Juneteenth flag designer L.J. Graf packed lots of meaning into her design. The colors red, white, and blue echo the American flag to symbolize that the enslaved people and their descendants were Americans. The star in the middle pays homage to Texas, while the bursting "new star" on the "horizon" of the red and blue fields represents a new freedom and a new people.
On January 1st, 1863, 16th President of the United States of America, Abraham Lincoln signed the Emancipation Proclamation, announcing that slavery was abolished in the United States and that all slaves were freed.
Thought this announcement was made, it still took a long time for word to travel around the United States. On June 19th, 1865, General Gordon Granger rode into Galveston, Texas and announced that slaves were free.

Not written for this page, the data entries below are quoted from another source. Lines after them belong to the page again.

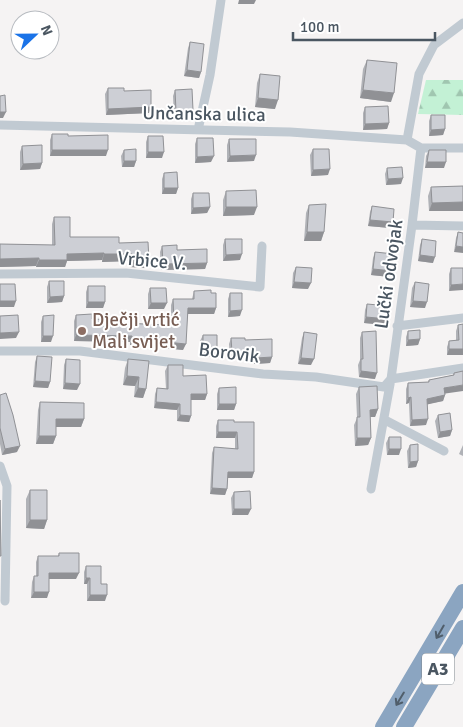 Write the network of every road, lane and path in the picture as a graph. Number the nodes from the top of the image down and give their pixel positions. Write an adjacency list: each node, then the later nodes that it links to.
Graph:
1 (221, 0): 4 (street)
2 (463, 24): 5 (street)
3 (0, 125): 4 (street, Unčanska ulica)
4 (198, 130): 5 (street, Unčanska ulica)
5 (407, 140): 6 (street)
6 (421, 148): 7 (street); 8 (street, Lučki odvojak)
7 (463, 148)
8 (412, 225): 9 (street); 13 (street, Lučki odvojak)
9 (463, 226)
10 (262, 246): 11 (street, Vrbice V.)
11 (0, 274)
12 (463, 318): 13 (street)
13 (397, 326): 16 (street, Lučki odvojak)
14 (0, 351): 16 (street, Borovik)
15 (463, 368): 16 (street)
16 (391, 379): 17 (street, Lučki odvojak)
17 (384, 420): 18 (street); 20 (street, Lučki odvojak)
18 (444, 451)
19 (0, 466): 22 (street)
20 (371, 489)
21 (463, 592): 25 (highway, A3, one-way to 25)
22 (5, 602)
23 (463, 628): 24 (highway, A3)
24 (413, 719): 26 (highway, A3)
25 (383, 727)
26 (404, 727) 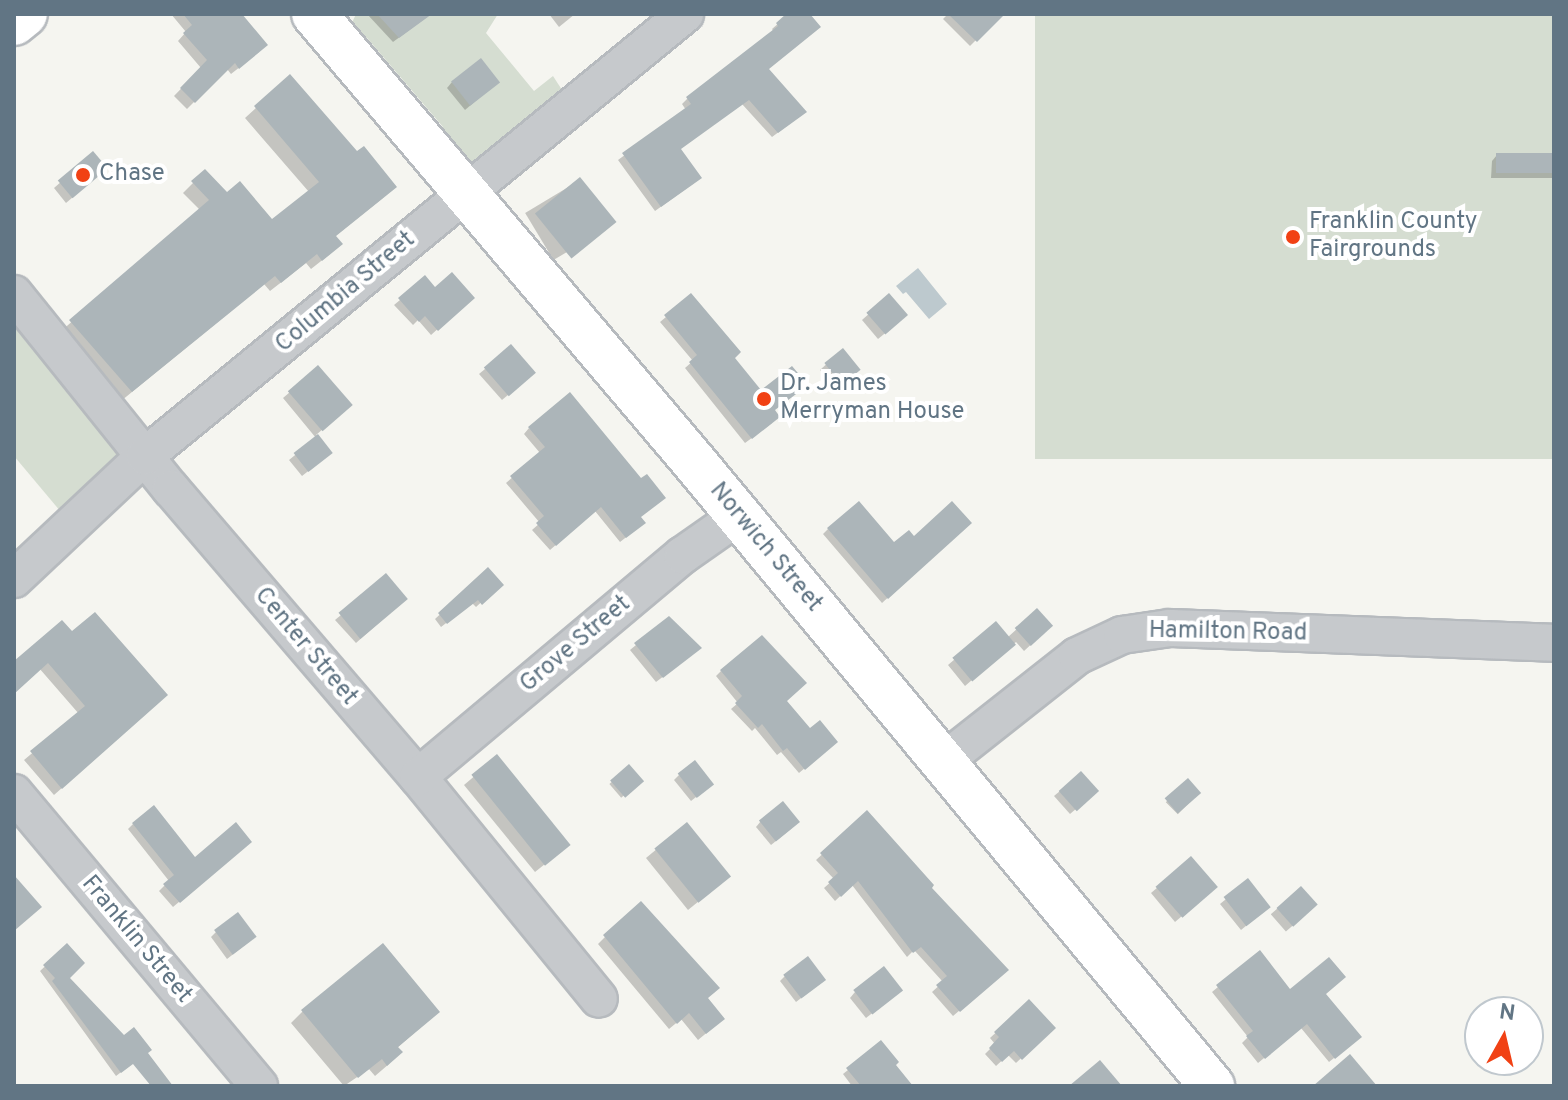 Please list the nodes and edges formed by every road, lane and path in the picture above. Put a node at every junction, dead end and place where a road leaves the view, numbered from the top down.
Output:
1 (25, 14) edge
2 (314, 14) edge
3 (685, 14) edge
4 (14, 23) edge
5 (467, 193) junction
6 (14, 294) edge
7 (145, 456) junction
8 (737, 517) junction
9 (14, 579) edge
10 (1554, 643) edge
11 (944, 761) junction
12 (418, 777) junction
13 (14, 793) edge
14 (599, 999) dead end
15 (259, 1086) edge
16 (1212, 1086) edge

1 - 4 main road
2 - 5 main road, Norwich Street
3 - 5 street, Columbia Street
5 - 7 street, Columbia Street
5 - 8 main road, Norwich Street
6 - 7 street, Center Street
7 - 9 street, Columbia Street
7 - 12 street, Center Street
8 - 11 main road, Norwich Street
8 - 12 street, Grove Street
10 - 11 street, Hamilton Road
11 - 16 main road, Norwich Street
12 - 14 street, Center Street
13 - 15 street, Franklin Street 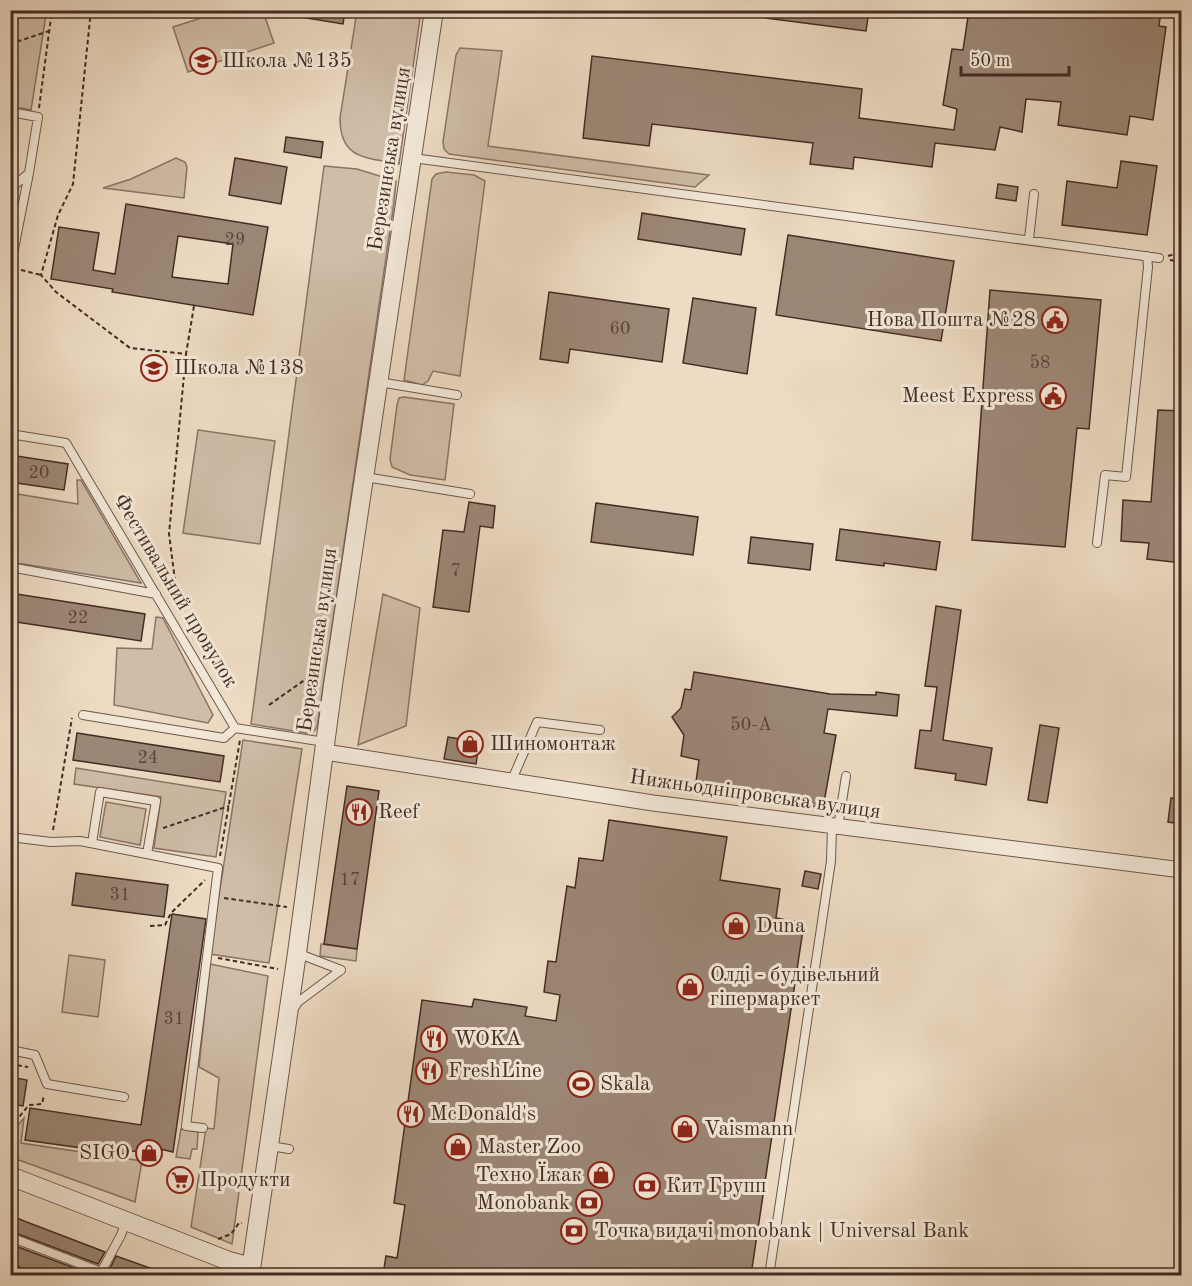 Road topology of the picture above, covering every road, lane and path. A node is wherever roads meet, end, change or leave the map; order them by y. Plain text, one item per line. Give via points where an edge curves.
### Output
1 (52, 10) edge
2 (91, 10) edge
3 (434, 10) edge
4 (49, 31) junction
5 (10, 44) edge
6 (10, 112) edge
7 (38, 117) junction
8 (413, 158) junction
9 (29, 173) junction
10 (10, 189) edge
11 (1034, 194) dead end
12 (1029, 239) junction
13 (1147, 256) junction
14 (1159, 258) dead end
15 (11, 268) edge
16 (41, 275) junction
17 (194, 306) dead end
18 (187, 351) junction
19 (378, 382) junction
20 (457, 395) dead end
21 (10, 434) edge
22 (365, 477) junction
23 (470, 494) dead end
24 (1097, 543) dead end
25 (10, 567) edge
26 (156, 594) junction
27 (169, 616) junction
28 (333, 685) junction
29 (268, 705) dead end
30 (83, 716) joint
31 (239, 728) junction
32 (600, 730) dead end
33 (325, 747) junction
34 (846, 776) dead end
35 (511, 782) junction
36 (229, 806) junction
37 (835, 828) junction
38 (151, 832) junction
39 (10, 837) edge
40 (51, 842) junction
41 (92, 843) junction
42 (147, 854) junction
43 (218, 868) junction
44 (1182, 870) edge
45 (216, 896) junction
46 (303, 909) junction
47 (150, 926) dead end
48 (297, 953) junction
49 (207, 956) junction
50 (294, 972) junction
51 (288, 1018) junction
52 (10, 1050) edge
53 (47, 1084) junction
54 (124, 1097) dead end
55 (10, 1128) edge
56 (203, 1128) dead end
57 (268, 1146) junction
58 (289, 1149) dead end
59 (10, 1176) edge
60 (126, 1221) junction
61 (257, 1227) junction
62 (10, 1237) edge
63 (211, 1239) dead end
64 (10, 1271) edge
65 (250, 1271) edge
66 (100, 1273) edge
67 (22, 1275) edge
68 (112, 1275) edge
69 (769, 1275) edge

1 - 4 path
2 - 16 path via 73,184 58,215
3 - 8 street, Березинська вулиця
4 - 5 path
4 - 7 path
6 - 7 lane
7 - 9 lane
8 - 12 lane
8 - 19 street, Березинська вулиця
9 - 10 lane
9 - 15 lane
11 - 12 lane
12 - 13 lane
13 - 14 lane
13 - 24 lane via 1126,477 1106,475
15 - 16 path
16 - 18 path via 56,292 130,348 186,354
17 - 18 path
18 - 27 path via 169,534 179,612
19 - 20 lane
19 - 22 street, Березинська вулиця
21 - 26 lane, Фестивальний провулок via 66,443
22 - 23 lane
22 - 28 street, Березинська вулиця
25 - 26 lane
26 - 27 lane, Фестивальний провулок
27 - 31 lane, Фестивальний провулок
28 - 29 path via 306,679
28 - 33 street, Березинська вулиця
30 - 31 lane via 224,738
30 - 40 path via 73,712
31 - 33 lane
31 - 36 path
32 - 35 lane via 537,722
33 - 35 street, Нижньодніпровська вулиця
33 - 46 street, Березинська вулиця
34 - 37 lane
35 - 37 street, Нижньодніпровська вулиця
36 - 38 path
36 - 43 path
37 - 44 street, Нижньодніпровська вулиця
37 - 69 lane
38 - 41 lane via 156,801 100,792
38 - 42 lane
39 - 40 lane
40 - 41 lane
41 - 42 lane
42 - 43 lane
43 - 45 lane
43 - 47 path via 171,913 165,925
45 - 46 path
45 - 49 lane
46 - 48 street, Березинська вулиця
48 - 50 street, Березинська вулиця
48 - 51 lane via 341,970 298,1002
49 - 50 path
49 - 56 lane via 186,1126
50 - 51 street, Березинська вулиця
51 - 57 street, Березинська вулиця
52 - 53 lane via 35,1055
53 - 54 lane
53 - 55 path via 42,1104 29,1106
57 - 58 lane
57 - 61 street, Березинська вулиця
59 - 60 street
60 - 65 street
60 - 66 lane
61 - 63 path via 239,1223 231,1234
61 - 65 street, Березинська вулиця
62 - 66 lane
64 - 67 lane
66 - 68 lane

The people of Texas are informed that, in accordance with a proclamation from the Executive of the United States, all slaves are free. This involves an absolute equality of personal rights and rights of property between former masters and slaves, and the connection heretofore existing between them becomes that between employer and hired labor. The freedmen are advised to remain quietly at their present homes and work for wages. They are informed that they will not be allowed to collect at military posts and that they will not be supported in idleness either there or elsewhere.
Since June 19th, 1865, June 19th has been celebrated as the day that slaves won their freedom and were universally free. Juneteenth, not declared a federal holiday, should still be celebrated by the major milestone that this date plays in the civil rights movement in our country.